_Try it:_ Where a line of the records contains the word "paint", show that line.

============================================================

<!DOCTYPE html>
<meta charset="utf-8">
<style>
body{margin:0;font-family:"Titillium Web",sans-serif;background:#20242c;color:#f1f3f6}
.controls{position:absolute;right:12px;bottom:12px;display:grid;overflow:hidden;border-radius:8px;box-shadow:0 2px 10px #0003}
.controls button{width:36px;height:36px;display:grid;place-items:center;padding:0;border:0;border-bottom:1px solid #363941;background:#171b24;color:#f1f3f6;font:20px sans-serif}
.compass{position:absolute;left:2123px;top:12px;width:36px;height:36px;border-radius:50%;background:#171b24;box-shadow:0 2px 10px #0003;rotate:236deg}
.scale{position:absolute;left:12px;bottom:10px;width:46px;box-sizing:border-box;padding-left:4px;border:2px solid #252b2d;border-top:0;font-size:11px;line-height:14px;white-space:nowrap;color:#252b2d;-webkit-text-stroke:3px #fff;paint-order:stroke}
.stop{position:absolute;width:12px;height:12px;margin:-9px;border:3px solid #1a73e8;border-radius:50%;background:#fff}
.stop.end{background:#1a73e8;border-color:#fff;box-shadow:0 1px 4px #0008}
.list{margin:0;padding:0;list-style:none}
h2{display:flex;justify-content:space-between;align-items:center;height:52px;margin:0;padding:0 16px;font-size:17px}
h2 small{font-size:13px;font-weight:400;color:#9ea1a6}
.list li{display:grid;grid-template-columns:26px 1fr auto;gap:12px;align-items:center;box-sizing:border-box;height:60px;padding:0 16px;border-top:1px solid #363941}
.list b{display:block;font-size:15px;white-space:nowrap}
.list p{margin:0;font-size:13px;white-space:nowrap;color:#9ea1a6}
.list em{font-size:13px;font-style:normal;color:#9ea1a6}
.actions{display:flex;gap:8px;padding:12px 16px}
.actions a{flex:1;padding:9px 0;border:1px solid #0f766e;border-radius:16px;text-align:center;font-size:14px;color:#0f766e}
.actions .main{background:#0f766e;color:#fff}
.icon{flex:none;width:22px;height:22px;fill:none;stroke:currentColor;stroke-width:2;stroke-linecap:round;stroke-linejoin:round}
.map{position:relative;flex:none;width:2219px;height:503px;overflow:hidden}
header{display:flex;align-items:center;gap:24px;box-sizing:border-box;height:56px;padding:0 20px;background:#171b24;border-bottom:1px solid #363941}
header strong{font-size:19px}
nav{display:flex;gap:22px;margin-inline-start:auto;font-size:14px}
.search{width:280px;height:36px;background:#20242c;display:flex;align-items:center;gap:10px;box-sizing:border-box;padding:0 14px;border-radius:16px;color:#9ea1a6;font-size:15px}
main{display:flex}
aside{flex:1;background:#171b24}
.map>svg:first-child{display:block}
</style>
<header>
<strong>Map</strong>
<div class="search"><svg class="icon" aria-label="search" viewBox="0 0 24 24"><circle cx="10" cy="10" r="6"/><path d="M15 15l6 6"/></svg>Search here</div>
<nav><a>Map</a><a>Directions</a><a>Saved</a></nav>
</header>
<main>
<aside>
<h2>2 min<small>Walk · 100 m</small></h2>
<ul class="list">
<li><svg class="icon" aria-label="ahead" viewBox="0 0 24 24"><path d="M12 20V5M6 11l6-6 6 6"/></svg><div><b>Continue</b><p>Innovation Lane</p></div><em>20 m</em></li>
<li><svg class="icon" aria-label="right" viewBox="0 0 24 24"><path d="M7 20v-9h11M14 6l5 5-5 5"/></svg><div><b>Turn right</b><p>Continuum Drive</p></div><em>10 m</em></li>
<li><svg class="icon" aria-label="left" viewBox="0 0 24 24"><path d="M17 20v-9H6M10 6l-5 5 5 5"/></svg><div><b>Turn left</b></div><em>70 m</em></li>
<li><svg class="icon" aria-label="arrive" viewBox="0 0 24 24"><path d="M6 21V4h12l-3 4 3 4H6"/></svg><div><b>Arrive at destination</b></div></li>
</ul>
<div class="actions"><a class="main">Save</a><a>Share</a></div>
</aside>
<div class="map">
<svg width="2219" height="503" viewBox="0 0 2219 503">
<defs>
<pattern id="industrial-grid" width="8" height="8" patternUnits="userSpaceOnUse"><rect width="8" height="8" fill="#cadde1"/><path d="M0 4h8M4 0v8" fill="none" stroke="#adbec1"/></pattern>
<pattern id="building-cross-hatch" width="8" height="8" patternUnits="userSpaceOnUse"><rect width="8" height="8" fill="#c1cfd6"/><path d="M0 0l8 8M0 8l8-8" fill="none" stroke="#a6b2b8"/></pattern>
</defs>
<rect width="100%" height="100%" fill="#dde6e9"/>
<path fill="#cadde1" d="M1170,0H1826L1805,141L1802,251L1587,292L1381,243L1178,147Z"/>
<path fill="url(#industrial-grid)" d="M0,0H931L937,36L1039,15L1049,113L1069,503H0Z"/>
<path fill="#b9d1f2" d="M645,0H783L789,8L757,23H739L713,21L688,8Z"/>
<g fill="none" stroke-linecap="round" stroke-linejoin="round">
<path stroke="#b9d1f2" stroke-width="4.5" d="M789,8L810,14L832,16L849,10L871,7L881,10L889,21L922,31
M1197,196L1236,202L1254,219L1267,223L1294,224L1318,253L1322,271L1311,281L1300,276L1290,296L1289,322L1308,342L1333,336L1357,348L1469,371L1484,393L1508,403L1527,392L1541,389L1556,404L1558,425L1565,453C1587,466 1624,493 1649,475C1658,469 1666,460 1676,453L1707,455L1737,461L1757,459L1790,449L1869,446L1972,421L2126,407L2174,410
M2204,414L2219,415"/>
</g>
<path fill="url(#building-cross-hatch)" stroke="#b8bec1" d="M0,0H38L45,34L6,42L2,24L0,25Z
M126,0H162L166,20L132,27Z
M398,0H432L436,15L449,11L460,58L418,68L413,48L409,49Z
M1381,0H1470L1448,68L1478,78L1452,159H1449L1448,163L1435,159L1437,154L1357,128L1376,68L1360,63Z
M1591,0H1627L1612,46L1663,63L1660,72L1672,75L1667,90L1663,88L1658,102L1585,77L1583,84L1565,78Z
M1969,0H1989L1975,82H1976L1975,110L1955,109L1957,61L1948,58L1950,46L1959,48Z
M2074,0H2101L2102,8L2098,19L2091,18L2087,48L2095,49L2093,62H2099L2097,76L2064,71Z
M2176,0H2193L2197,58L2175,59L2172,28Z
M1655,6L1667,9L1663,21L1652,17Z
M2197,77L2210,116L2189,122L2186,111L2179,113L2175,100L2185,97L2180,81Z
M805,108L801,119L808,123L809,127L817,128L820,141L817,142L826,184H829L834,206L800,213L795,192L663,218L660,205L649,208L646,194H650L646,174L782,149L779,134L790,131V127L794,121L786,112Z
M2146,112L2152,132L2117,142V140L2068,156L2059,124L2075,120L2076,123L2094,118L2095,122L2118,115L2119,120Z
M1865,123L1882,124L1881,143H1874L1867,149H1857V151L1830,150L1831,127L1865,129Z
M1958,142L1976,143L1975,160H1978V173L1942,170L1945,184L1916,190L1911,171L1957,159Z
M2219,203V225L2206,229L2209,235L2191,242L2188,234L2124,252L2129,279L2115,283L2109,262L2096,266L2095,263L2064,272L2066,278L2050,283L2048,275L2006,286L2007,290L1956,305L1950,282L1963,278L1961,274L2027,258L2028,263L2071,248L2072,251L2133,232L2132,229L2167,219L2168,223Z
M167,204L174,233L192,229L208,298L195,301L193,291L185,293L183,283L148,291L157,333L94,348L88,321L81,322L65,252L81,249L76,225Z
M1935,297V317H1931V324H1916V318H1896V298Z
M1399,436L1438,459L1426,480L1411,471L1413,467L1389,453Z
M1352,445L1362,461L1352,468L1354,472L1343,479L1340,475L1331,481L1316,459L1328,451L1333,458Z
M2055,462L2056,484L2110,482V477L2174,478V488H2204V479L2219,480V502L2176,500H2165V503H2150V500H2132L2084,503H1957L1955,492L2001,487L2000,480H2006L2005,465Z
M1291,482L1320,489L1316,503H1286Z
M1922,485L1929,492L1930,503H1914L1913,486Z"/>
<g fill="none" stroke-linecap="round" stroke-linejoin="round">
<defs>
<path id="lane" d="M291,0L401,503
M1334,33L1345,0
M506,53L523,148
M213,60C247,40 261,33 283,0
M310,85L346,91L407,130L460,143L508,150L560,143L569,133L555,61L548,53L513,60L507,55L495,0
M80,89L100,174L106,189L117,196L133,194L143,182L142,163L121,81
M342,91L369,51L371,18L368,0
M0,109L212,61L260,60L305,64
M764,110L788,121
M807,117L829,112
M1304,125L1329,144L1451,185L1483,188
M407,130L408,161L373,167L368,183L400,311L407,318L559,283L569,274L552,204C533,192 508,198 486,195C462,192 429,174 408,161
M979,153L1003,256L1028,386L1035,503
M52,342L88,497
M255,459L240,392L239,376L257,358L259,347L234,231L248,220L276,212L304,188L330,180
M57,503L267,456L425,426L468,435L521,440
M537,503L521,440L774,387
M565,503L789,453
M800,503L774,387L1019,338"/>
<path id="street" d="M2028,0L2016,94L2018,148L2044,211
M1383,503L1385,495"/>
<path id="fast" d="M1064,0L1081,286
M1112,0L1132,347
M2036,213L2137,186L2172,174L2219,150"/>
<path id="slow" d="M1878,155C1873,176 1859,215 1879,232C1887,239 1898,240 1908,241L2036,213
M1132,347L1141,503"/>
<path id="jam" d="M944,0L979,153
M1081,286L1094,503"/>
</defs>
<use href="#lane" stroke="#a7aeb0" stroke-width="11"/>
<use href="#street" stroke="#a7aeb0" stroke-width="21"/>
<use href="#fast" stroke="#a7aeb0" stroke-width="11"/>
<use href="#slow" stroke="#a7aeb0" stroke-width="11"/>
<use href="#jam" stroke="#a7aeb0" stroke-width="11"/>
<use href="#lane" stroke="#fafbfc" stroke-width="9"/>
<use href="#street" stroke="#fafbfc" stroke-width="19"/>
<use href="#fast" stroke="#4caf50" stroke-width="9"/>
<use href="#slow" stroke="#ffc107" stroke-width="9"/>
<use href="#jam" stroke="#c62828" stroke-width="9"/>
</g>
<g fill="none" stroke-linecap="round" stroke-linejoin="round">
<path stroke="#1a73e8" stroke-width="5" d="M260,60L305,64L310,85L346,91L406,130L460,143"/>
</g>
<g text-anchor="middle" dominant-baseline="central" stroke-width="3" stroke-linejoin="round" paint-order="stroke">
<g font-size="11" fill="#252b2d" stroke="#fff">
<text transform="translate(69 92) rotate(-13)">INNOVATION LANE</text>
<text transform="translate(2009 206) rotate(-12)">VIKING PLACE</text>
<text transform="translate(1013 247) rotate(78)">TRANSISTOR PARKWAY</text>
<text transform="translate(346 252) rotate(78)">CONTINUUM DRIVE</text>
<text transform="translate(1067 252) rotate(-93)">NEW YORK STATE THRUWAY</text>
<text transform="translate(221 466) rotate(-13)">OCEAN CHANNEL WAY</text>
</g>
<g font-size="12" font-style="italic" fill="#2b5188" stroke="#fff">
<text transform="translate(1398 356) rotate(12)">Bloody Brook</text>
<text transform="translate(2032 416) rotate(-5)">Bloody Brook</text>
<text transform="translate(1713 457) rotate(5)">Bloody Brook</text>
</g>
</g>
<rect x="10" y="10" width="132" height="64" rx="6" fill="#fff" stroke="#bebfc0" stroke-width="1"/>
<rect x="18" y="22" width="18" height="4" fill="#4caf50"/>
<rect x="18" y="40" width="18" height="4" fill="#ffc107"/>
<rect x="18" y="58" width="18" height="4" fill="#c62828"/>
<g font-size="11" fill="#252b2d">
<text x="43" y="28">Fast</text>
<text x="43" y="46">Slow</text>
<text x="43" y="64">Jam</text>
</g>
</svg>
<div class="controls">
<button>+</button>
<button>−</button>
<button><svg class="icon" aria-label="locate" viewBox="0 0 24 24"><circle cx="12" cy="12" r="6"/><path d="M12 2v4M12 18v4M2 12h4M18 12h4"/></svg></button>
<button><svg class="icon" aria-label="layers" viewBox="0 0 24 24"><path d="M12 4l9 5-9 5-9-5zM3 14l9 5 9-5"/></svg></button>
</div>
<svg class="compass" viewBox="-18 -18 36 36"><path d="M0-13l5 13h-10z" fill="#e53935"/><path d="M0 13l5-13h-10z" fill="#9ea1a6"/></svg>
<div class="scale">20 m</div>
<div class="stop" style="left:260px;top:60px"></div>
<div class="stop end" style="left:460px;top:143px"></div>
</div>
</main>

============================================================

_Solution for this problem:_
.scale{position:absolute;left:12px;bottom:10px;width:46px;box-sizing:border-box;padding-left:4px;border:2px solid #252b2d;border-top:0;font-size:11px;line-height:14px;white-space:nowrap;color:#252b2d;-webkit-text-stroke:3px #fff;paint-order:stroke}
<g text-anchor="middle" dominant-baseline="central" stroke-width="3" stroke-linejoin="round" paint-order="stroke">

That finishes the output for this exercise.